15 de janeiro de 2026

CNI aciona STF contra trecho de lei que reduz incentivos fiscais

Autor: Daniel Menezes

A Confederação Nacional da Indústria (CNI) acionou o Supremo Tribunal Federal (STF) para questionar a constitucionalidade de trecho da lei complementar que reduz incentivos e benefícios fiscais às empresas (224/2025). A instituição ajuizou a Ação Direta de Inconstitucionalidade (ADI) na quarta-feira (14).

Na ação, a CNI solicita que seja declarada a inconstitucionalidade da expressão "considerando-se como condição onerosa exclusivamente investimento previsto em projeto aprovado pelo Poder Executivo federal até o dia 31 de dezembro de 2025" no artigo 4º, que estabelece exceções à redução do incentivo, com efeito imediato de suspensão.

O trecho limita os contribuintes tidos como exceção à redução de benefícios fiscais para iniciativas que atingiram condição onerosa até 31 de dezembro do ano passado. Segundo a instituição, o trecho cria uma limitação prejudicial aos contribuintes e setores da indústria, porque cria exceções à norma que impede o cancelamento de benefícios antes do prazo determinado.

 

"Nesta ação é apontada violação ao direito adquirido daqueles contribuintes que, na data de publicação da lei complementar atacada, faziam jus a benefício ou isenção fiscal por prazo certo e determinadas condições.
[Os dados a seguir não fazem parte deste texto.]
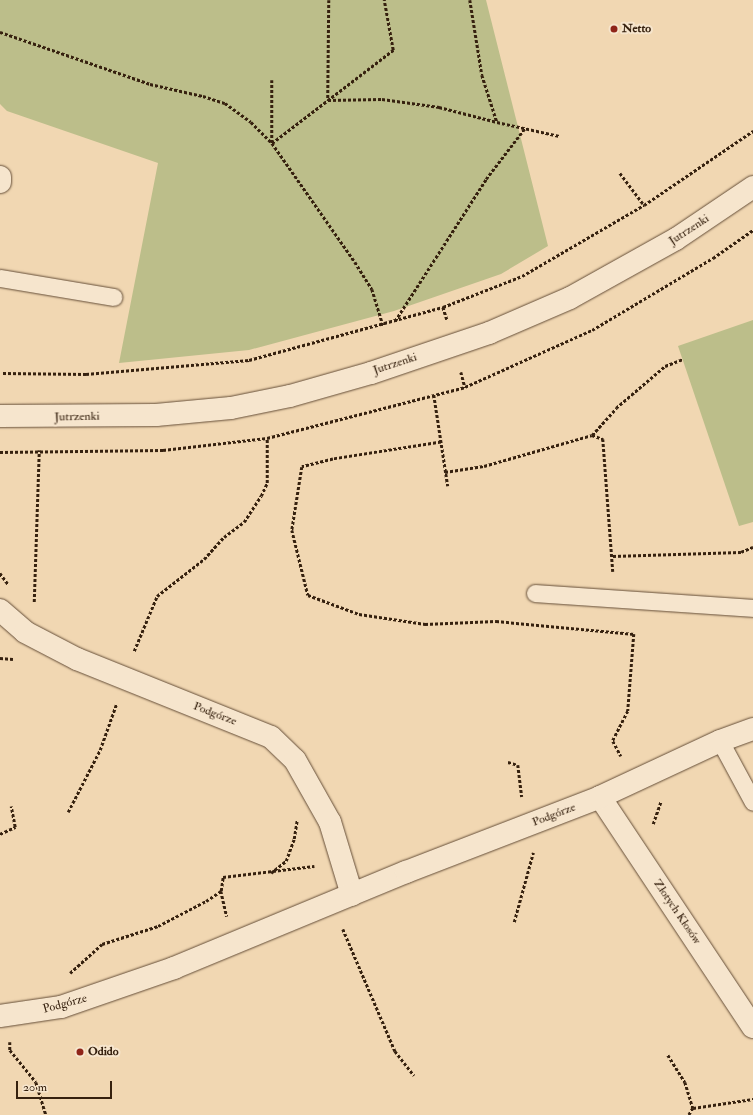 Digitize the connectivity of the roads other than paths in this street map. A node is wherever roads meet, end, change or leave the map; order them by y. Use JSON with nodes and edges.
{"nodes":[{"id":1,"x":0,"y":177,"type":"edge"},
{"id":2,"x":0,"y":182,"type":"edge"},
{"id":3,"x":753,"y":187,"type":"edge"},
{"id":4,"x":0,"y":278,"type":"edge"},
{"id":5,"x":113,"y":297,"type":"dead end"},
{"id":6,"x":0,"y":416,"type":"edge"},
{"id":7,"x":535,"y":593,"type":"dead end"},
{"id":8,"x":753,"y":608,"type":"edge"},
{"id":9,"x":0,"y":610,"type":"edge"},
{"id":10,"x":753,"y":729,"type":"edge"},
{"id":11,"x":720,"y":741,"type":"junction"},
{"id":12,"x":600,"y":797,"type":"junction"},
{"id":13,"x":753,"y":802,"type":"edge"},
{"id":14,"x":352,"y":895,"type":"junction"},
{"id":15,"x":0,"y":1016,"type":"edge"},
{"id":16,"x":753,"y":1027,"type":"edge"}],
"edges":[{"from":1,"to":2,"type":"street"},
{"from":3,"to":6,"type":"street","name":"Jutrzenki"},
{"from":4,"to":5,"type":"lane"},
{"from":7,"to":8,"type":"lane"},
{"from":9,"to":14,"type":"street","name":"Podgórze"},
{"from":10,"to":11,"type":"street","name":"Podgórze"},
{"from":11,"to":12,"type":"street","name":"Podgórze"},
{"from":11,"to":13,"type":"lane"},
{"from":12,"to":14,"type":"street","name":"Podgórze"},
{"from":12,"to":16,"type":"street","name":"Złotych Kłosów"},
{"from":14,"to":15,"type":"street","name":"Podgórze"}]}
A sede constitucional dessa discussão decorre da garantia dada pela Constituição ao direito adquirido, inclusive os decorrentes de benefícios fiscais concedidos por prazo certo e condição onerosa."

Petição foi ajuizada na quarta-feira (14).

Petição foi ajuizada na quarta-feira (14).Agência de Notícias de Indústria

 

Na ação, a instituição chama a data limite de "quebra de confiança", porque fere o direito já adquirido e o princípio da não-surpresa, que proíbe o Executivo de impor novos custos ao contribuinte sem aviso prévio.

Cortes de benefícios fiscais

Originária do projeto de lei complementar 128/2025, do deputado Mauro Benevides Filho (PDT-CE), a medida foi implementada pelo governo para recompor receitas e viabilizar o Orçamento de 2026, diante da pressão por cumprimento das regras do arcabouço fiscal.

Com a lei, os benefícios fiscais federais foram reduzidos em 10% ao mesmo tempo em que a tributação de casas de apostas online (bets), fintechs e dos juros sobre o capital próprio (JCP) passou de 12% para 13% em 2026. O texto prevê que a alíquota sobre o grupo seja elevada para 14% em 2027 e 15% em 2028.

Na Câmara, o projeto foi aprovado por 310 votos favoráveis a 85 em 16 de dezembro. O relator da proposta na Casa, deputado Aguinaldo Ribeiro (PP-PB), apresentou substitutivo com alterações solicitadas pelo Ministério da Fazenda. O Senado levou o texto ao Plenário com celeridade e aprovou a matéria, na noite do dia seguinte, por 62 votos a favor e 6 contra.